Prep Time 45 minutes
Cook Time 20 minutes
Chill Time 2 hours
Total Time 3 hours 5 minutes
Course Pastry
Cuisine Artisan Baking
Servings 12 twists

Equipment

  • Mixing Bowl
  • Pastry Cutter
  • Rolling Pin
  • Baking Sheet
  • Parchment Paper

Ingredients
  

Dry Ingredients

  • 1 1/2 cups Dark Rye Flour Stone-ground for rich flavor
  • 1 1/2 cups all-purpose flour
  • 1/2 tsp fine sea salt

Wet Ingredients

  • 1/2 cup cold unsalted butter Cubed
  • 1/2 cup cold water
  • 1/2 cup full-fat sour cream

Filling

  • 2 tbsp unsalted butter Softened
  • 2 tbsp honey
  • 1 tsp ground cinnamon
  • 1/4 tsp ground cardamom

Optional Topping

  • 1 large egg Whisked for egg wash
  • Demerara sugar or sesame seeds For garnish

Instructions
 

  • In a large bowl, mix the Dark Rye Flour, all-purpose flour, and salt.

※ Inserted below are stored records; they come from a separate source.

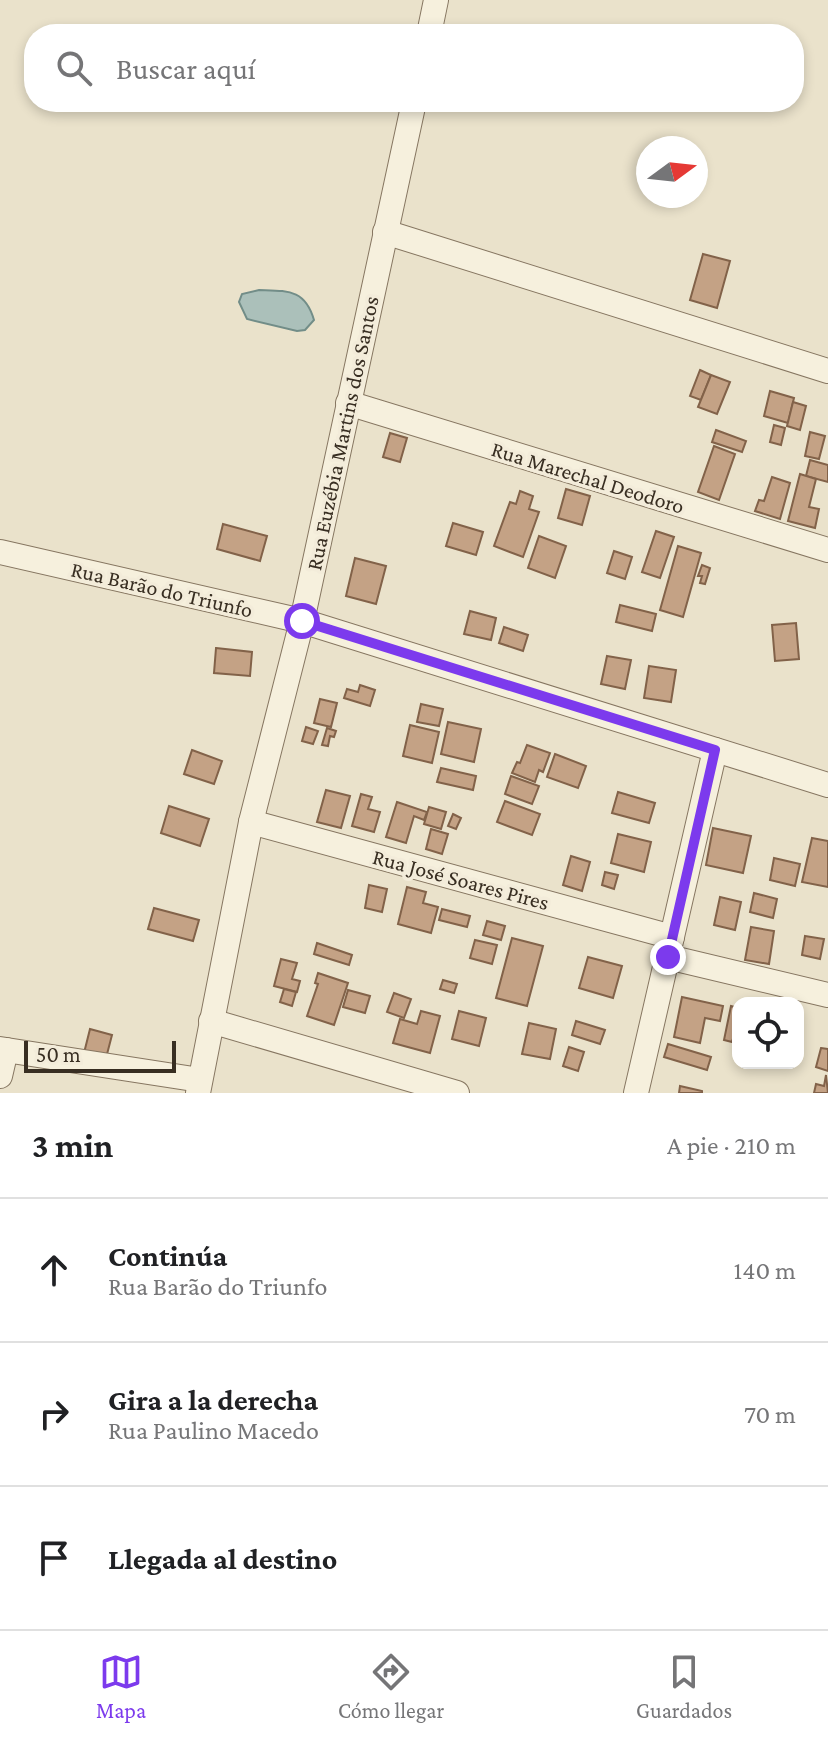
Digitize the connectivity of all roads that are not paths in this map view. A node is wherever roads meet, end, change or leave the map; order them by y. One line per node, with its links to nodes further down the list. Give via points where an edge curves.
1 (436, 0): 2 (street)
2 (431, 24)
3 (412, 112): 4 (street, Rua Euzébia Martins dos Santos)
4 (385, 232): 5 (street); 6 (street, Rua Euzébia Martins dos Santos)
5 (828, 371)
6 (348, 403): 7 (street, Rua Marechal Deodoro); 9 (street, Rua Euzébia Martins dos Santos)
7 (828, 550)
8 (0, 552): 9 (street, Rua Barão do Triunfo)
9 (302, 621): 10 (street, Rua Barão do Triunfo); 12 (street, Rua Euzébia Martins dos Santos)
10 (715, 750): 11 (street, Rua Barão do Triunfo); 13 (street)
11 (828, 785)
12 (251, 822): 13 (street, Rua José Soares Pires); 15 (street, Rua Euzébia Martins dos Santos)
13 (670, 947): 14 (street, Rua José Soares Pires); 20 (street)
14 (828, 995)
15 (211, 1021): 18 (street, Rua Euzébia Martins dos Santos); 19 (street)
16 (3, 1049): 17 (street); 18 (street)
17 (0, 1076)
18 (199, 1087)
19 (457, 1093)
20 (636, 1093)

Add the cold butter cubes and use a pastry cutter or your fingers to incorporate the butter until the mixture resembles coarse crumbs.
  • Combine the cold water and sour cream, then pour into the dry mixture. Stir until a shaggy dough forms.
  • Turn the dough onto a floured surface and shape it into a rectangle. Roll it out to about 12x8 inches. Fold the dough into thirds like a letter. Rotate 90° and repeat rolling and folding 3 more times. Wrap and refrigerate for 1 hour.
  • Mix softened butter, honey, cinnamon, and cardamom in a small bowl until smooth.
  • Roll the chilled dough into a 12x12-inch square. Spread the spiced honey butter evenly over half the square. Fold the dough over to encase the filling. Cut into 12 strips and twist each strip gently.
  • Place the twists on a parchment-lined baking sheet. Chill for 30 minutes while preheating the oven to 375°F (190°C).
  • Brush each twist with egg wash and sprinkle with sugar or sesame seeds. Bake for 18-20 minutes, until golden and crisp. Cool slightly before serving.

Notes

For a more savory twist, swap the honey butter filling for grated cheese and herbs. These pastries are best enjoyed fresh but can be reheated in the oven for 5 minutes at 325°F.